Bazıları içinse evlilik bir kaçıştır. Aile hapishanesinden, baba otoritesinden kendi cennetine kaçış... Ama hiçbir zaman böyle olmaz. Bu beklentiyle evlenenler, yağmurdan kaçarken doluya yakalandıklarını kısa zaman sonra fark ederler. Evden kaçıp evliliğe sığınmak, evlilikten kaçıp yalnızlığa sığınma fantezisini besler çoğunlukla.
Bazılarının beklentisi aile olmak, çoluk çocuğa karışmaktır. Yedi çocuk hayaliyle evlenilir. Eğer bu hayal ve beklenti evlilik öncesi eşle paylaşılamamışsa, diğer taraf kendini bir süre sonra taşıyıcı bir konteynır olarak algılamaya başlar. “Ne yani, evlilik bu muydu?” diye sızlanma başlar.
Evlilik her ne kadar üreme beklentisini içinde taşıyor olsa da tarafların bundan ne anladıkları kısmı fazlasıyla yorucu tartışmaların zeminine oturur.
“Evlilik hayata bir amaç katar.” beklentisi de sık karşılaşılan bir durumdur. Kişinin amaçları arasında var olan ve sırası geldiği için evlenme isteğiyle yanıp tutuşan, sonra da bu beklentinin karşılanamadığı bir ilişkiyi yürütmekte zorlanan insanlar da var.

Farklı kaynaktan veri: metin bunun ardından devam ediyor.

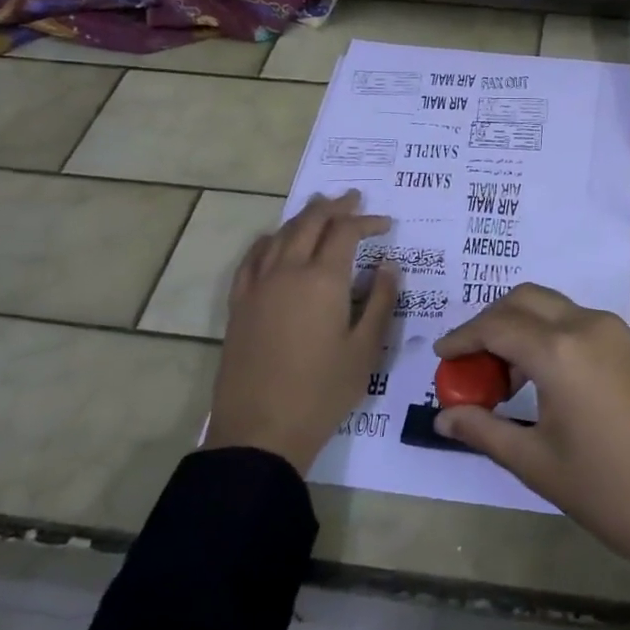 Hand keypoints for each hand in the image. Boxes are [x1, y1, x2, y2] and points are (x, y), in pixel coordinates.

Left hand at [203, 191, 396, 475]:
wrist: (260, 430)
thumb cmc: (322, 391)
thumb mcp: (366, 349)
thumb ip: (379, 300)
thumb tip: (389, 264)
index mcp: (323, 279)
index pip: (346, 232)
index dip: (367, 221)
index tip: (386, 225)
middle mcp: (288, 271)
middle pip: (311, 222)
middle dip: (335, 206)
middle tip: (354, 199)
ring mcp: (258, 285)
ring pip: (281, 234)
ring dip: (304, 216)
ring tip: (319, 207)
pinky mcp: (240, 304)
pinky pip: (253, 257)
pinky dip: (270, 239)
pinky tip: (276, 240)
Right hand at [432, 285, 629, 629]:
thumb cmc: (608, 491)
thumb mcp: (536, 463)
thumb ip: (484, 430)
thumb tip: (443, 418)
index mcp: (560, 350)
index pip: (496, 325)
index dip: (463, 338)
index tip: (440, 357)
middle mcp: (586, 325)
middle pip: (523, 300)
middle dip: (489, 323)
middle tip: (468, 363)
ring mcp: (612, 331)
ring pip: (550, 306)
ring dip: (518, 326)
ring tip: (499, 377)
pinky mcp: (627, 345)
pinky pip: (573, 321)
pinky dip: (545, 334)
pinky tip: (536, 378) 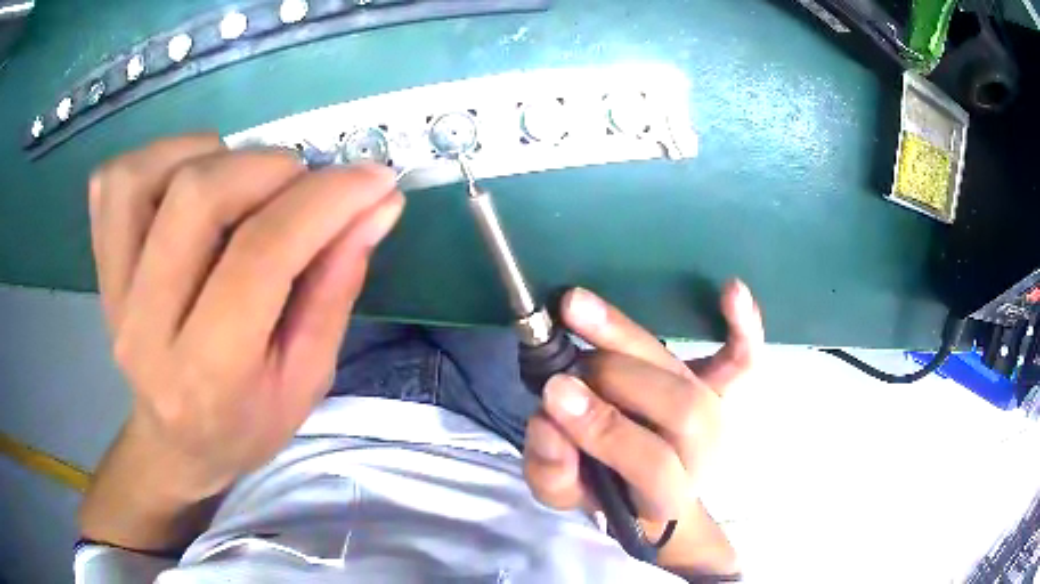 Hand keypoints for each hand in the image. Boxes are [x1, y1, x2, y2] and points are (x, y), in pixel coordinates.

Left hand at [81, 134, 403, 548]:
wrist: (173, 444)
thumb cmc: (245, 424)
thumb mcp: (307, 378)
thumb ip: (336, 287)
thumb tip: (377, 205)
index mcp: (206, 375)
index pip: (259, 257)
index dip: (324, 202)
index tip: (373, 180)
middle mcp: (144, 327)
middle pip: (196, 197)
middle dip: (268, 169)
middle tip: (302, 186)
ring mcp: (111, 291)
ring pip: (145, 175)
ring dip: (210, 156)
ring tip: (242, 183)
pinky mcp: (99, 264)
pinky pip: (115, 182)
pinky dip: (160, 159)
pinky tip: (189, 182)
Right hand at [523, 281, 762, 572]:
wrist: (647, 489)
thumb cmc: (605, 491)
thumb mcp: (565, 494)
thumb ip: (551, 471)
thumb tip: (546, 421)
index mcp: (667, 494)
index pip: (652, 464)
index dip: (606, 430)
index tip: (554, 393)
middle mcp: (703, 454)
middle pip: (680, 408)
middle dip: (617, 377)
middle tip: (563, 360)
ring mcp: (718, 416)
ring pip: (692, 376)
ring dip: (631, 337)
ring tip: (576, 307)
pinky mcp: (723, 388)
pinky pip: (742, 358)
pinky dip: (742, 325)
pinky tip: (731, 290) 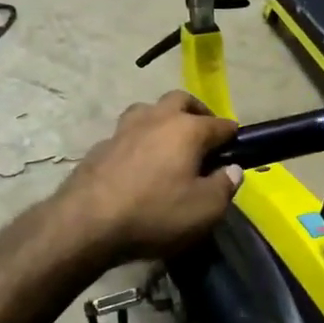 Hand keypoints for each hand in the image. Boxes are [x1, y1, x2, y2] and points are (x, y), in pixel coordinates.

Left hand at [60, 92, 241, 261]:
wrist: (86, 222)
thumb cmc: (155, 213)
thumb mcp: (204, 210)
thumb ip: (224, 186)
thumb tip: (233, 169)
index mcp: (187, 129)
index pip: (219, 124)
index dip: (232, 135)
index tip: (237, 145)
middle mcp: (157, 118)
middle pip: (181, 99)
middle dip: (197, 111)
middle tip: (204, 132)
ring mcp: (125, 128)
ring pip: (149, 110)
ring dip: (163, 119)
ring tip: (169, 142)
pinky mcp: (101, 145)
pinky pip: (128, 134)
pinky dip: (139, 141)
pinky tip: (139, 163) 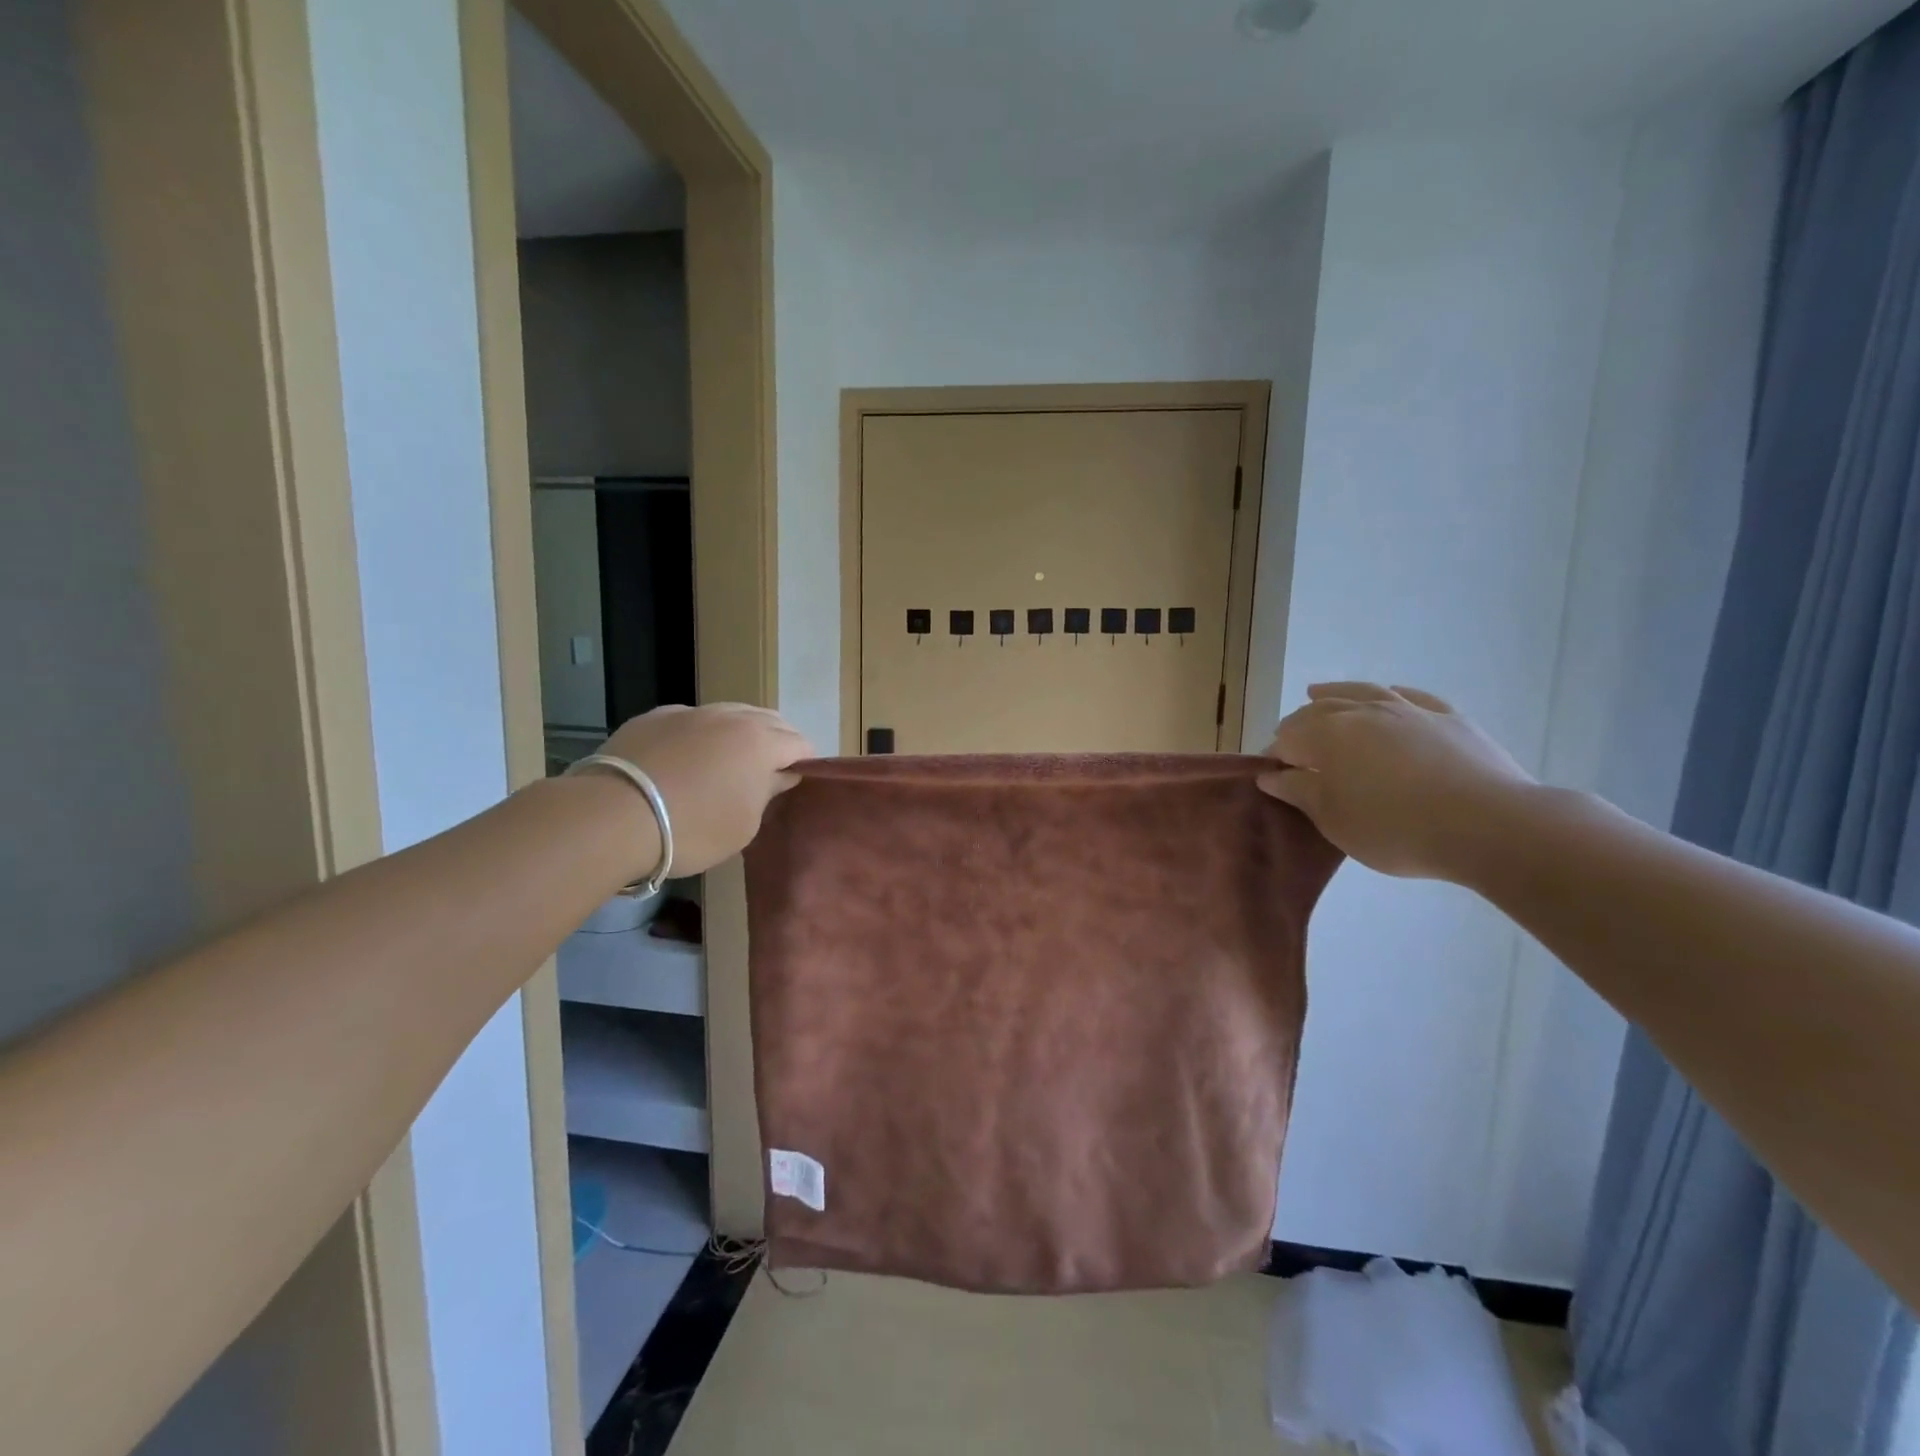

“Eş olmak ya da iyi bir eşe sahip olmak, onaylanmış cinselliği kolaylaştırır.” da ayrı bir beklentidir. Beklenilen bir cinsel doyumun yaşanamaması ve buna izin olmayışı ya da çiftlerin beklentilerinin örtüşmemesi ayrı bir çatışma konusudur.
Sonuç olarak her insan evliliğe farklı beklentilerle başlar ve bu beklentilerini karşısındakine anlatmaya çalışır. Bu anlatma durumu ve anlama çabası karşılıklı bir uyum içinde olabilirse, problem yaşansa da çözüm bulunabilir.
Fakat beklentileri doğru anlatamama, karşıdaki insanın beklentileri görmek istememesi, görse de ertelemesi tabloyu kötüleştirir.
Önemli olan, almaya istekli olduğumuz kadar, karşımızdakinin de almaya hakkı olduğunu kabul etmektir. Beklentilerimizin karşılanmasına duyarlı olduğumuz kadar, eşin beklentilerini karşılamaya da imkan ölçüsünde ve kendimize rağmen duyarlı olmalıyız, değil mi? O zaman yaşanan hayal kırıklıkları, optimal düzeyde insanın daha da gelişmesine hizmet edebilir.
Yoksa beklentiler cehenneminde karşı tarafa duyması için kendi isteklerimizi haykırırken, kulaklarımızı sağırlaştırmamız lazım ki bu da mümkün değil.